Beware, I do NOT recommened implementing canonical on paginated category page 2, 3 etc that points back to the very first of the paginated category pages

  • There are e.g. 50 different products on each paginated category page, and they are in no way identical enough to justify implementing canonical
  • You risk sending to much interal Page Rank and other signals from paginated category page 2, 3 etc back to the very first of the paginated pages and not letting any internal PageRank flow through and down to the product pages/URLs that are linked to from the paginated category pages

Beware: Implementing canonical on paginated pages is only recommended if each paginated category page points to iself, e.g.

  • page 2 points to itself
  • page 3 points to itself
  • etc.
That e.g. can be very useful to prevent duplicate content on webservers with case insensitive URLs. Case insensitive URLs and how to implement canonical on a page to prevent duplicate content - I'll describe in detail later.


Category pages with filtering

Webshops help their users find the product(s) they are searching for by e.g. implementing a very strong internal search engine as well as providing filtering of the products on category pages, e.g.

  • Type
  • Size
  • Color
  • Material
  • Brand
  • Gender
  • Price range
  • Etc.

Very often filtering on category pages are implemented using URL parameters e.g.

  • domain.com/category-a?gender=f&size=42&colorCode=b56
  • domain.com/category-b?type=computer&brandId=5732&maxPrice=550

Such filtering can however generate an endless amount of duplicate content due to all the different ways you can combine the filters. And you do not want such URLs to be neither crawled nor indexed by search engines.

Category filtering I often label "The never ending indexing" as you can combine filtering options in perhaps not just in thousands but in millions of ways.

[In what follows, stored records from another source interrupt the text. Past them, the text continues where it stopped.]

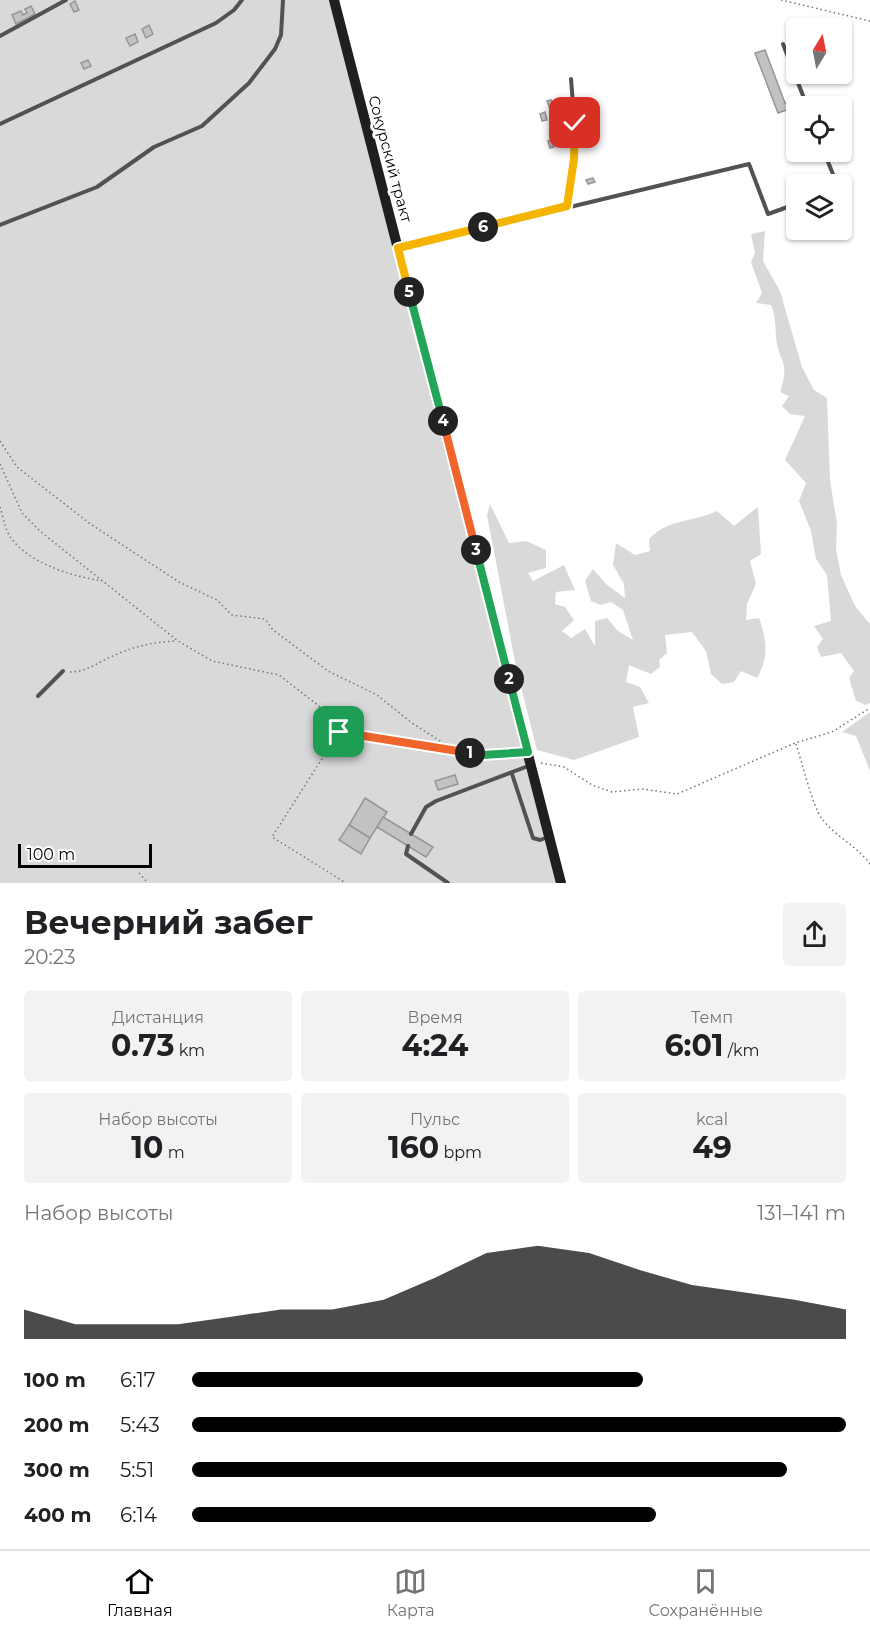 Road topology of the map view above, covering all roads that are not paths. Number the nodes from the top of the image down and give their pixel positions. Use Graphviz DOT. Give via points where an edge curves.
graph roads {
  1 [pos="66,0"];
  2 [pos="242,0"];
  3 [pos="283,0"];
  4 [pos="334,0"];
  5 [pos="0,36"];
  6 [pos="783,44"];
  7 [pos="571,80"];
  8 [pos="803,96"];
  9 [pos="0,124"];
  10 [pos="567,206"];
  11 [pos="786,208"];
  12 [pos="0,225"];
  13 [pos="398,248"];
  14 [pos="63,672"];
  15 [pos="38,696"];
  16 [pos="531,765"];
  17 [pos="512,774"];
  18 [pos="411,834"];
  19 [pos="548,837"];
  20 [pos="408,846"];
  21 [pos="448,883"];
  22 [pos="561,883"];
  1 -- 5 [label="lane"];
  2 -- 9 [label="lane" via="216,23"];
  3 -- 12 [label="lane" via="281,35 275,49 249,83 202,126 154,147 97,187"];
  4 -- 13 [label="street, Сокурский тракт"];
  6 -- 8 [label="lane"];
  7 -- 10 [label="lane" via="575,156"];
  10 -- 11 [label="lane" via="749,164 768,214"];
  10 -- 13 [label="lane"];
  13 -- 16 [label="street, Сокурский тракт"];
  14 -- 15 [label="lane"];
  16 -- 17 [label="lane"];
  16 -- 19 [label="street, Сокурский тракт"];
  17 -- 18 [label="lane" via="426,807"];
  17 -- 19 [label="lane" via="532,838"];
  19 -- 22 [label="street, Сокурский тракт"];
  20 -- 21 [label="lane" via="406,854"];
}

If you do not prevent search engines from both crawling and indexing filtered category pages you risk duplicate contant and equally important you risk wasting valuable Google crawl budget - this is very important to prevent for very large webshops with extensive filtering options on their category pages.

Here I recommend that you combine either robots.txt filtering to prevent crawling of filtered category pages as well as adding meta-robots=noindex,nofollow on all filtered category pages that contains 1 or more URL parameters that is used to filter the products on category URLs.

However, you should allow search engines to crawl and index category URLs with no URL parameters used for filtering or with only pagination URL parameter (e.g. page=7)

  • Allow crawling and indexing: domain.com/category-a
  • Allow crawling and indexing: domain.com/category-a?page=7
  • Block crawling and indexing: domain.com/category-b?type=computer&brandId=5732&maxPrice=550
  • Block crawling and indexing: domain.com/category-a?page4&brandId=75668

Here you can add the following Disallow filters to robots.txt, e.g.

  • Disallow: /*?type=*
  • Disallow: /*&type=*
  • Disallow: /*?brandId=*
  • Disallow: /*&brandId=*
  • Disallow: /*?maxPrice=*
  • Disallow: /*&maxPrice=*

If you do not have access to alter your robots.txt file, you can also set up rules for URL parameters in a classic tool now part of the new Google Search Console. Here you can modify the configuration for URL parameters that Google have already found on your website and you can ad URL parameters yourself. After that you can specify what the URL parameters do on your website. E.g. URL parameters only used to handle tracing e.g. gclid= or fblid= URL parameters. Or e.g. URL parameters only used to narrow down the content on a category page.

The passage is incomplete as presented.